From: Gregg Kellogg <gregg@kellogg-assoc.com>
Date: Tue, 27 Mar 2012 14:55:52 -0400
To: "grantsr@gmail.com" <grantsr@gmail.com>
CC: "public-rdfa-wg@w3.org" <public-rdfa-wg@w3.org>
Message-ID: <AC28FE94-AC88-4ECB-8CED-F9DC949CEEF0@greggkellogg.net>
On Mar 26, 2012, at 10:21 PM, Grant Robertson wrote:

> Before I can start writing, I need to have a full understanding of how the
> spec works. I have done quite a lot of studying of the old specification. In
> fact, I came to this "job" because I had some pretty detailed questions to
> ask and so tried to join the mailing list (the now-dead list indicated in
> the old spec) and ran into some "difficulty." I have now also read through
> the new Core 1.1 spec pretty closely. In order to amass my full
> understanding I will need to essentially rewrite major sections of the spec
> in my own words. Because RDFa is such an odd combination of simple and
> complex, I will also need to make several diagrams to help me map out the
> whole thing in my head. This is the way I learn. It is also how I came to
> technical writing. Fortunately, these documents will also come in handy as
> additional supporting documentation. Keep in mind: I have no intention of
> these documents ever replacing or becoming part of the specifications. They
> are merely to aid myself and any lay readers in understanding said
> specification. 
> So, even though the end goal is to write some rather simple documents for
> lay readers, I must first ask a lot of really technical questions and write
> up a complete description of the processing rules. In order to make this
> whole questioning process go a lot easier, I hope to use a consistent means
> of indicating various things in my writing or examples. To that end, I would
> like to ask:
> (A) Do you have an abbreviated way to say that an attribute exists?

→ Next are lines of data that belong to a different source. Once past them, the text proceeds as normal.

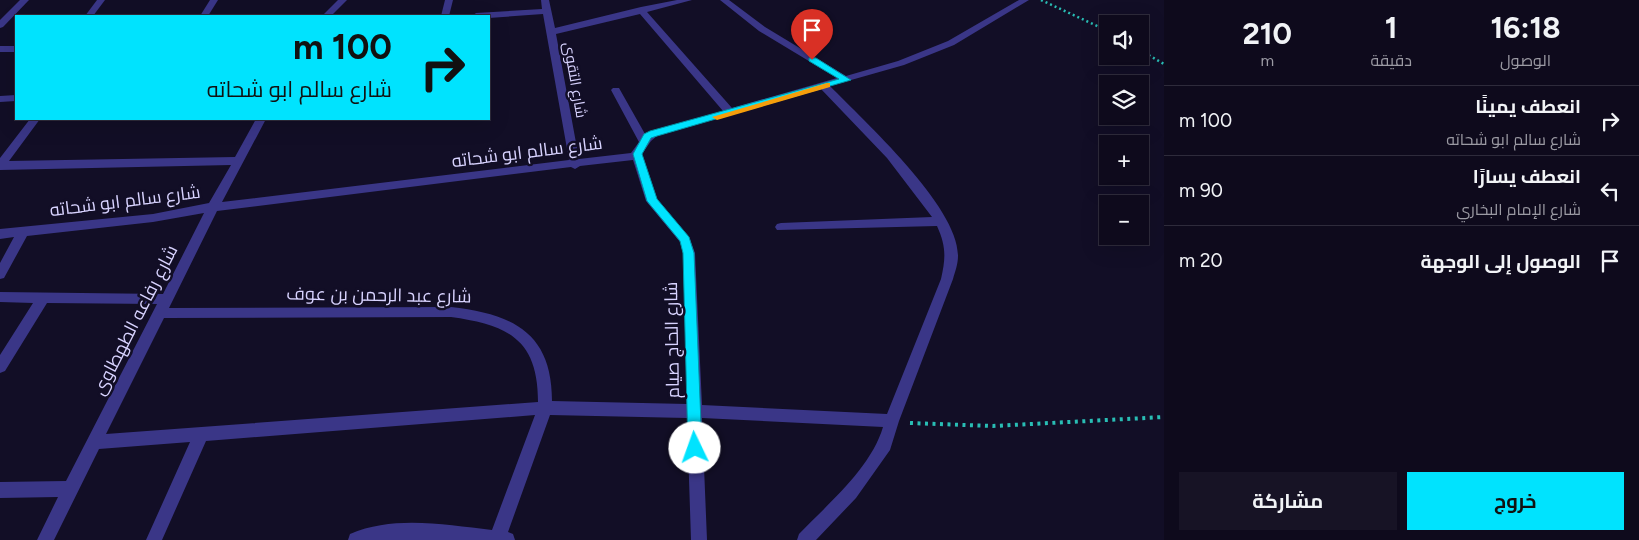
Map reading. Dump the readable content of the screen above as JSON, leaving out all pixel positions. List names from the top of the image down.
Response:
{
  "streets": {
    "street": [
      "شارع التقوى",
      "شارع سالم ابو شحاته",
      "شارع عبد الرحمن بن عوف",
      "شارع رفاعه الطهطاوى",
      "شارع الحاج صيام"
    ]
  },
  "crossings": [
    ["شارع التقوى", "شارع سالم ابو شحاته"],
    ["شارع سالم ابو شحاته", "شارع رفاعه الطهطاوى"],
    ["شارع سالم ابو شحاته", "شارع الحاج صيام"],
    ["شارع عبد الرحمن بن عوف", "شارع رفاعه الطهطاوى"]
  ],
  "page": {
    "eta": [
      "16:18",
      "الوصول",
      "1",
      "دقيقة",
      "210",
      "m"
    ],
    "map_buttons": ["+", "−"],
    "turn": ["100 m", "شارع سالم ابو شحاته"],
    "list": [
      {
        "name": "انعطف يمينًا",
        "note": "شارع سالم ابو شحاته",
        "value": "100 m"
      },
      {
        "name": "انعطف يسارًا",
        "note": "شارع الإمام البخاري",
        "value": "90 m"
      },
      {
        "name": "الوصول إلى الوجهة",
        "value": "20 m"
      }
    ],
    "buttons": ["خروج", "مشاركة"]
  }
}
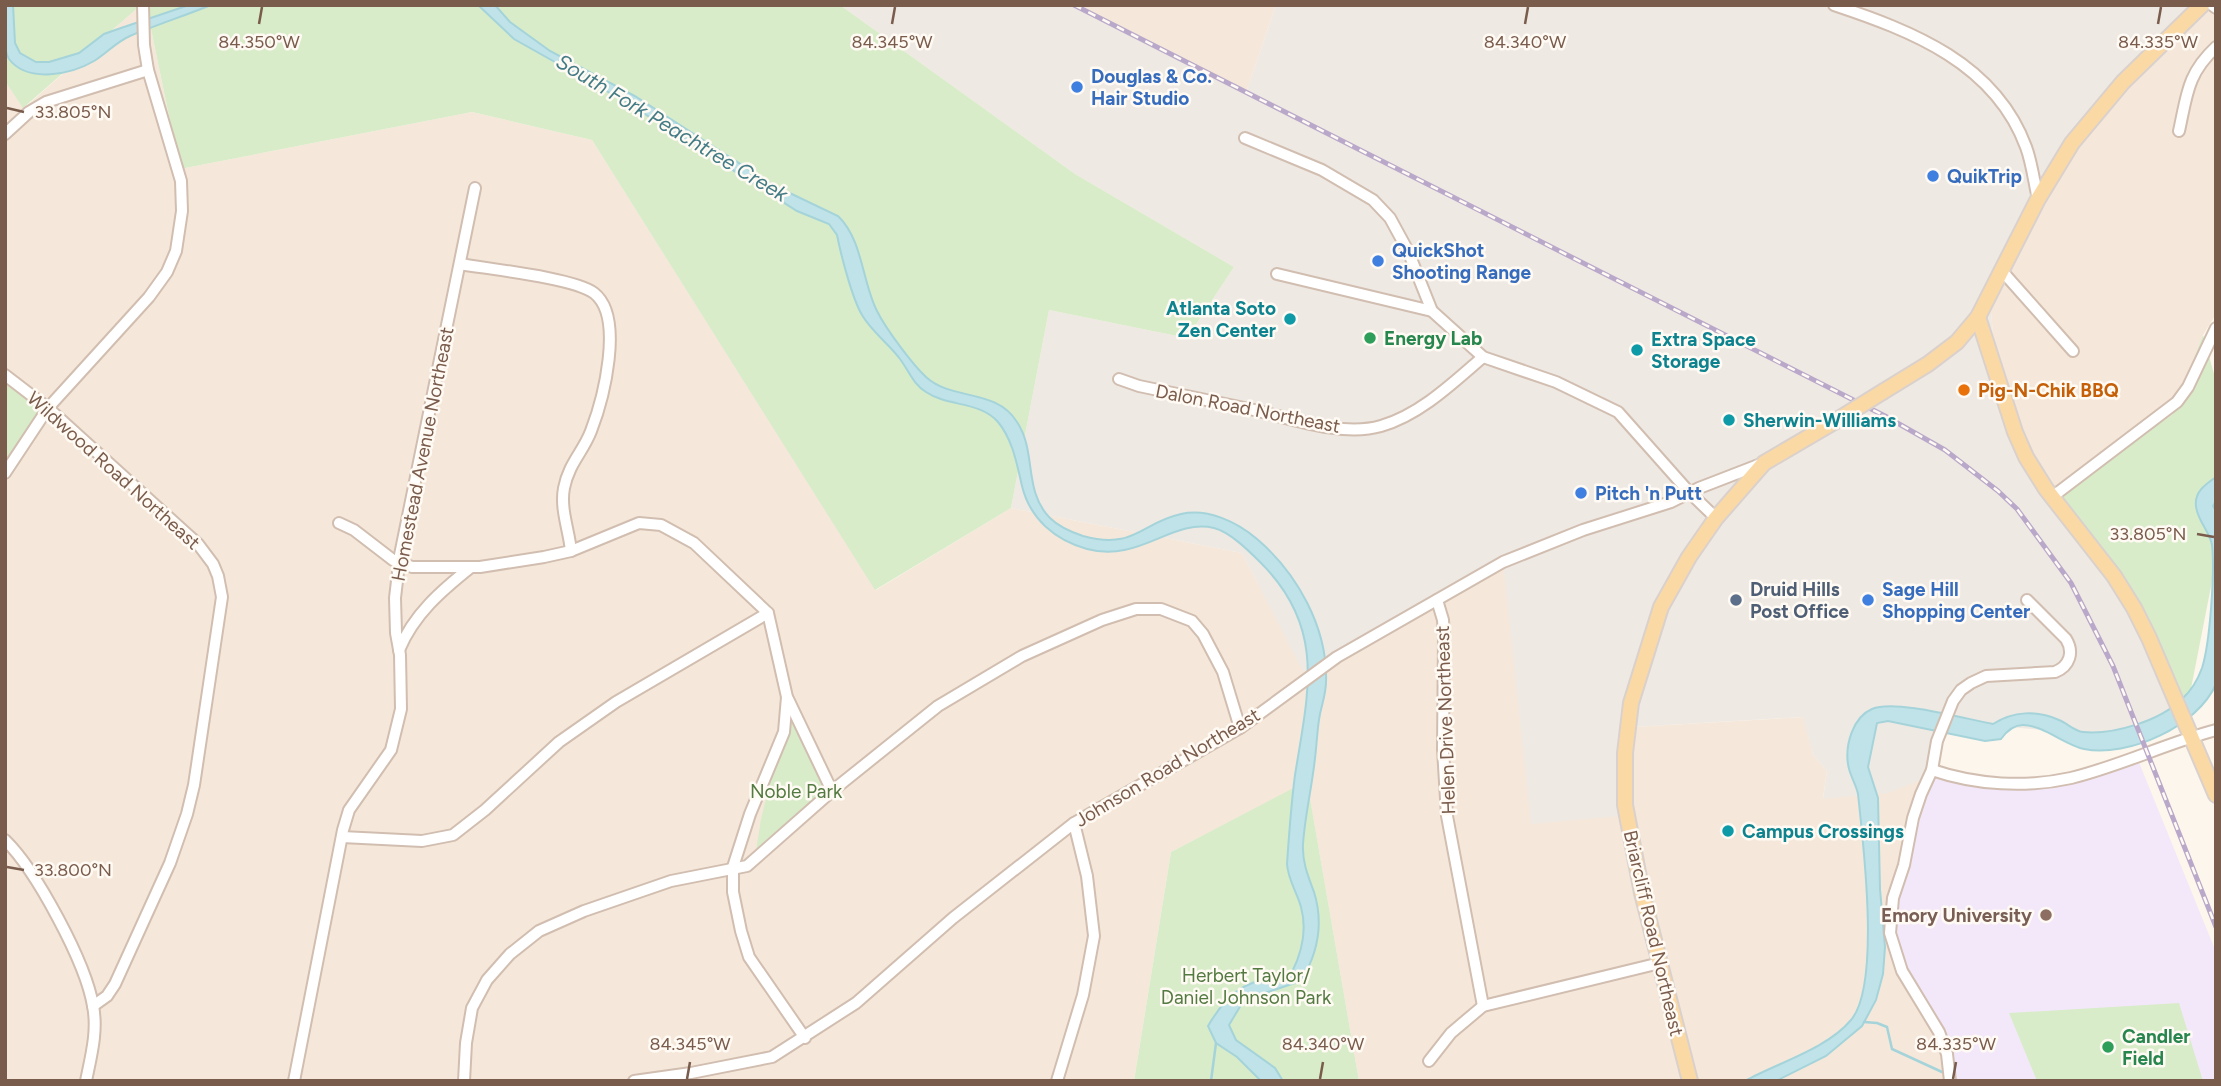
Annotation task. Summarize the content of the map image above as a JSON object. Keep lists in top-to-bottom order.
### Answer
{
  "streets": {
    "main road": ["Briarcliff Road Northeast"],
    "street": [
      "Dalon Road Northeast",
      "Homestead Avenue Northeast",
      "Wildwood Road Northeast",
      "Helen Drive Northeast",
      "Johnson Road Northeast"
    ]
  },
  "crossings": [
    ["Helen Drive Northeast", "Johnson Road Northeast"],
    ["Johnson Road Northeast", "Briarcliff Road Northeast"]
  ],
  "water": ["South Fork Peachtree Creek"],
  "parks": ["Noble Park", "Herbert Taylor/ Daniel Johnson Park"],
  "places": [
    "Douglas & Co. Hair Studio",
    "QuikTrip",
    "QuickShot Shooting Range",
    "Atlanta Soto Zen Center",
    "Energy Lab",
    "Extra Space Storage",
    "Pig-N-Chik BBQ",
    "Sherwin-Williams",
    "Pitch 'n Putt",
    "Druid Hills Post Office",
    "Sage Hill Shopping Center",
    "Campus Crossings",
    "Emory University",
    "Candler Field"
  ],
  "coordinates": [
    "84.350°W",
    "84.345°W",
    "84.340°W",
    "84.335°W",
    "33.805°N",
    "33.800°N"
  ]
}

For
> instance, I was thinking of putting the attribute name in curly braces to
> indicate that an attribute exists. 
> {@about}
> ... would indicate that the @about attribute is present within the current
> evaluation context. So...
> !{@about} 
> ... Would naturally indicate that the @about attribute is NOT present within
> the current evaluation context.
> Sure, I could use a pretend function call, but I want these things to be as
> compact as possible so I can fit them into diagrams easily. 

This seems about as good a mechanism as any, but if there are conventions typically used in other documents (e.g. HTML5), we might want to stick with those. Also, see below.

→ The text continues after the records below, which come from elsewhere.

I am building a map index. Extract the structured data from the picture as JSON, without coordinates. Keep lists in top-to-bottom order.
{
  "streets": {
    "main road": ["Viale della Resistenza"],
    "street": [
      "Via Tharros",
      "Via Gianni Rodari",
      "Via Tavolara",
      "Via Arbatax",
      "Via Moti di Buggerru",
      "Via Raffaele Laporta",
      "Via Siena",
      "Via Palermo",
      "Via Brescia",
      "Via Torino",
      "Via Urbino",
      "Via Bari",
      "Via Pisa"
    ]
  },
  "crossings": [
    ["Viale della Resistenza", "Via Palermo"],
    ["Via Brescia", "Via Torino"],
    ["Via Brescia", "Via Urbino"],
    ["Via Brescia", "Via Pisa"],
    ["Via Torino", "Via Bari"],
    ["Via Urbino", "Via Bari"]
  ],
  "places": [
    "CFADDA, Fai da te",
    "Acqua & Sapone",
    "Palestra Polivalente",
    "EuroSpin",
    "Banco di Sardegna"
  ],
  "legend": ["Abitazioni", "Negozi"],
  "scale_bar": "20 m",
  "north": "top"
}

> (B) Do you have a preferred form of writing boolean logic expressions, or
> can I just use my own pseudo-code based on Java syntax?

Perhaps some examples would be in order; most readers likely have some familiarity with JavaScript; I'd stick with a reasonably common subset of C-type languages.

W3C mostly uses EBNF for grammar, which may be appropriate for what you want to do, depending on the level of formality you're looking for.

> (C) Do you have a preferred document format? Plain HTML? Libre Office?
> DocBook?

Specs are written in HTML with ReSpec.js [1], this provides a lot of aide in normalized references, creating indexes, and internal references. ReSpec2.js [2] has even more flexibility, and we should probably eventually be moving to this.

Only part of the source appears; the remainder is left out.